Segment Open
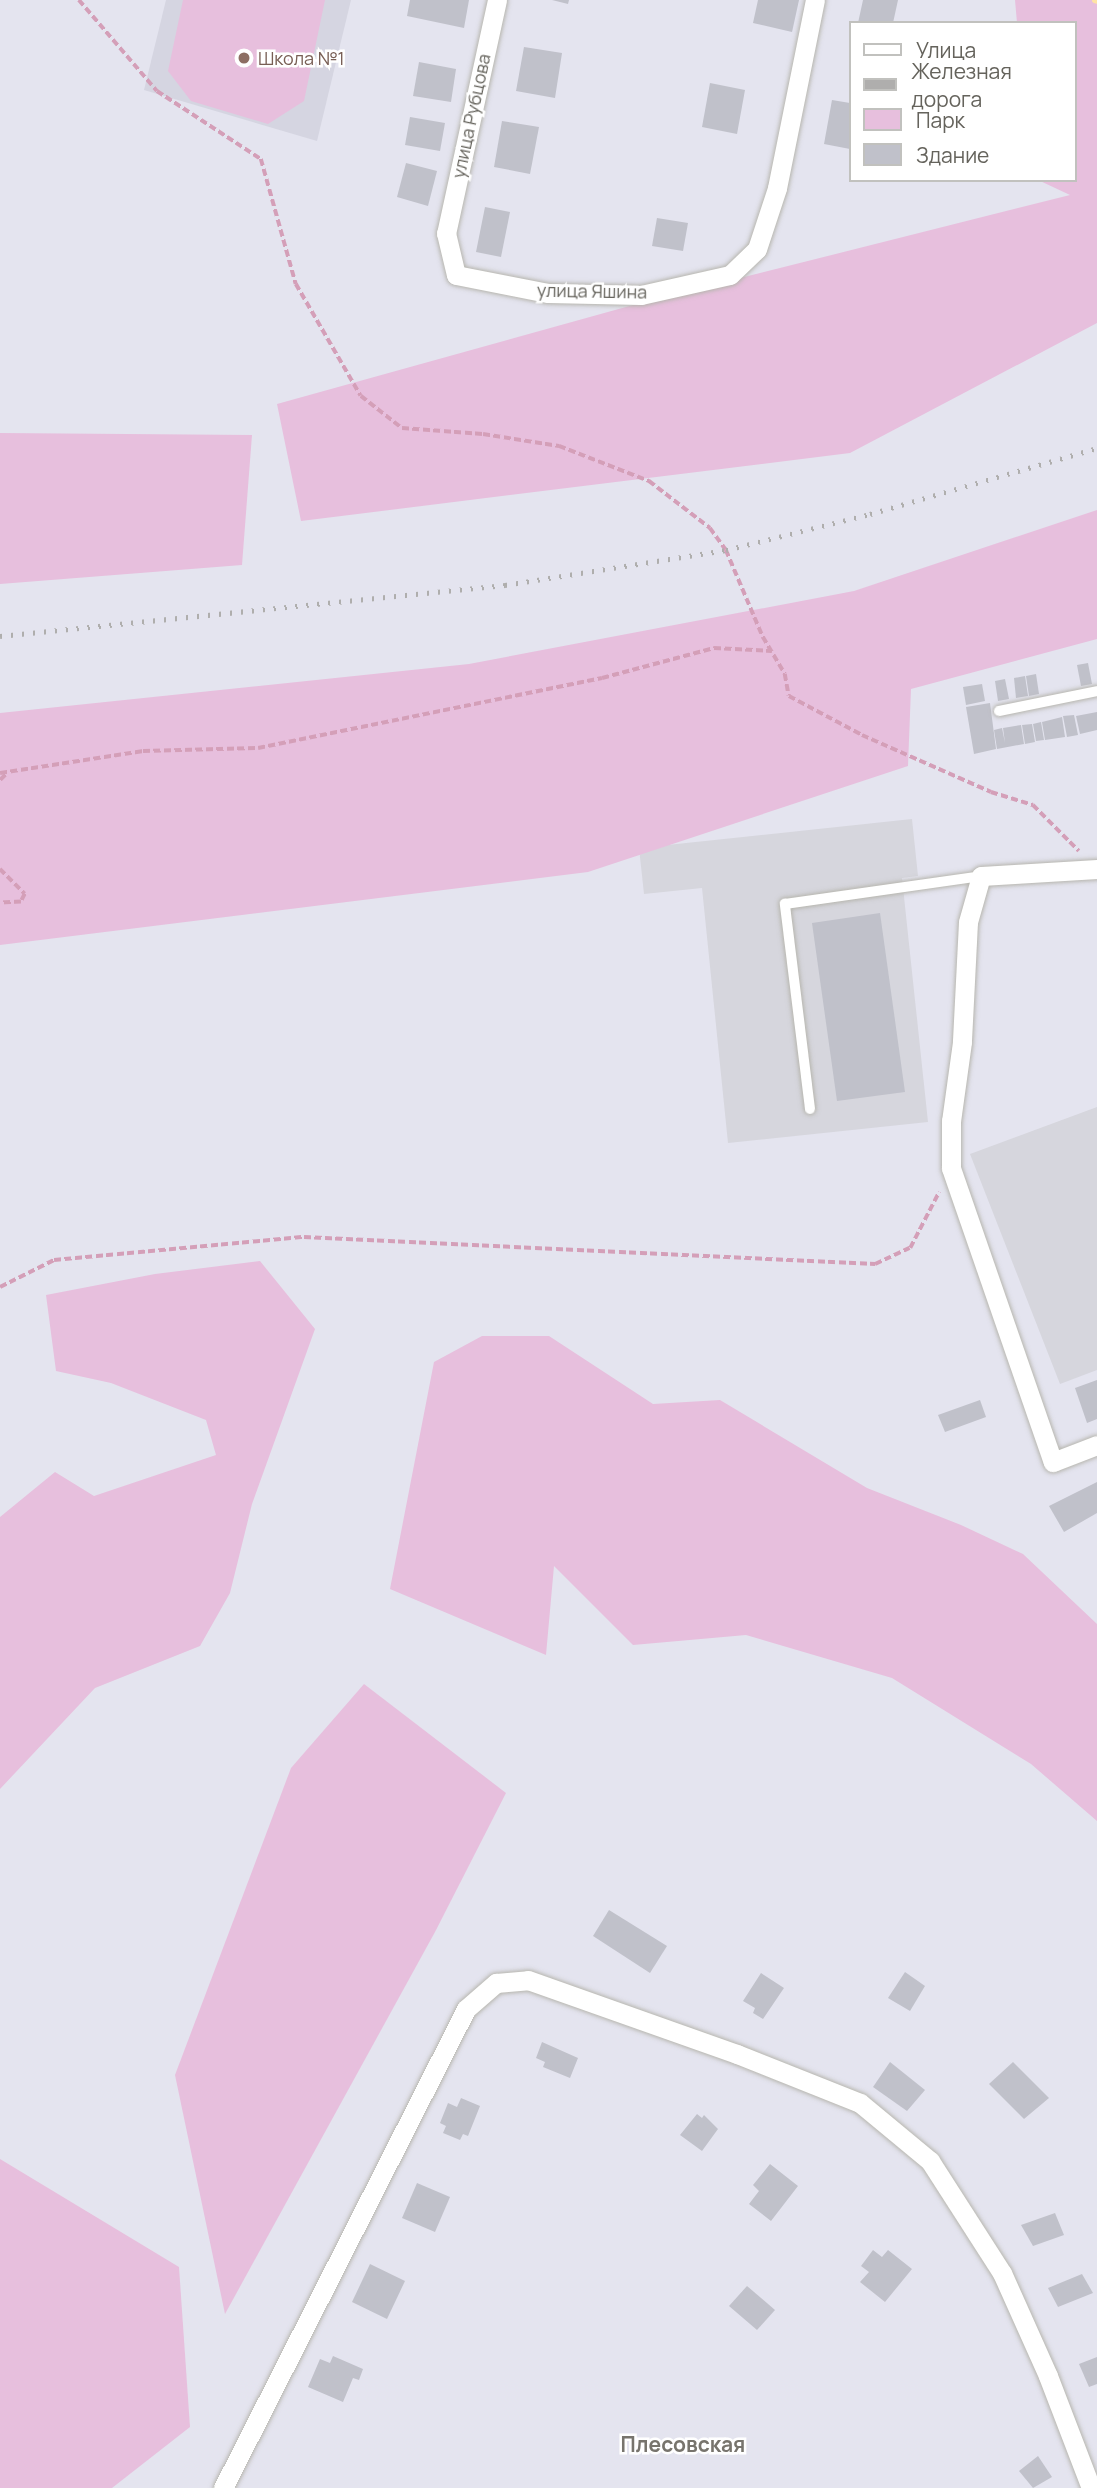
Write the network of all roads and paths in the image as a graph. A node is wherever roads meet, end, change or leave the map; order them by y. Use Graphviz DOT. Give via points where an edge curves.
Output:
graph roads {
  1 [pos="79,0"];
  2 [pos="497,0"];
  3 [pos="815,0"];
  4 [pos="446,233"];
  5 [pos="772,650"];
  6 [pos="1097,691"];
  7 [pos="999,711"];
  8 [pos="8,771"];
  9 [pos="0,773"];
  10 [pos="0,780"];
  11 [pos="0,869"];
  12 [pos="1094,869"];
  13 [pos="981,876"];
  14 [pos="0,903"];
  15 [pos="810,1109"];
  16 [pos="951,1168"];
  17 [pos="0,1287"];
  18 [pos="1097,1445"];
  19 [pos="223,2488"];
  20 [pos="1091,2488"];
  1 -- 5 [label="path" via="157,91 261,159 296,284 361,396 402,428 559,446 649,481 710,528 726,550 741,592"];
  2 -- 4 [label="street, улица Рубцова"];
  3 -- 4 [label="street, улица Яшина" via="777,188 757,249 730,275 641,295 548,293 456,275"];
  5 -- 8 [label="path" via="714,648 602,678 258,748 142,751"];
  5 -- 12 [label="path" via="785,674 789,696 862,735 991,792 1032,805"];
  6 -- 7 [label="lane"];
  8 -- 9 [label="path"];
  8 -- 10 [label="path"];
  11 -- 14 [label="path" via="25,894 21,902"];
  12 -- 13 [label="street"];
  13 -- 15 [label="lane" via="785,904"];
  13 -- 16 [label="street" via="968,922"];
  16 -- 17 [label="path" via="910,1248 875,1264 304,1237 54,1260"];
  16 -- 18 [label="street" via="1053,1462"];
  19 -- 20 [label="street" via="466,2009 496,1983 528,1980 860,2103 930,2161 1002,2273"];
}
Segment Closed
Segment Open
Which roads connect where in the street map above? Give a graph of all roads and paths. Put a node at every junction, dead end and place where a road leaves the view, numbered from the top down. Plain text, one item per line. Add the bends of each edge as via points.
Segment Closed
# Activity:
Read the entries above and find each line holding the word "node". Copy it out.

# Answer to the problem:
Write the network of all roads and paths in the image as a graph. A node is wherever roads meet, end, change or leave the map; order them by y. Use Graphviz DOT. Give via points where an edge curves.
Which roads connect where in the street map above? Give a graph of all roads and paths. Put a node at every junction, dead end and place where a road leaves the view, numbered from the top down. Plain text, one item per line. Add the bends of each edge as via points.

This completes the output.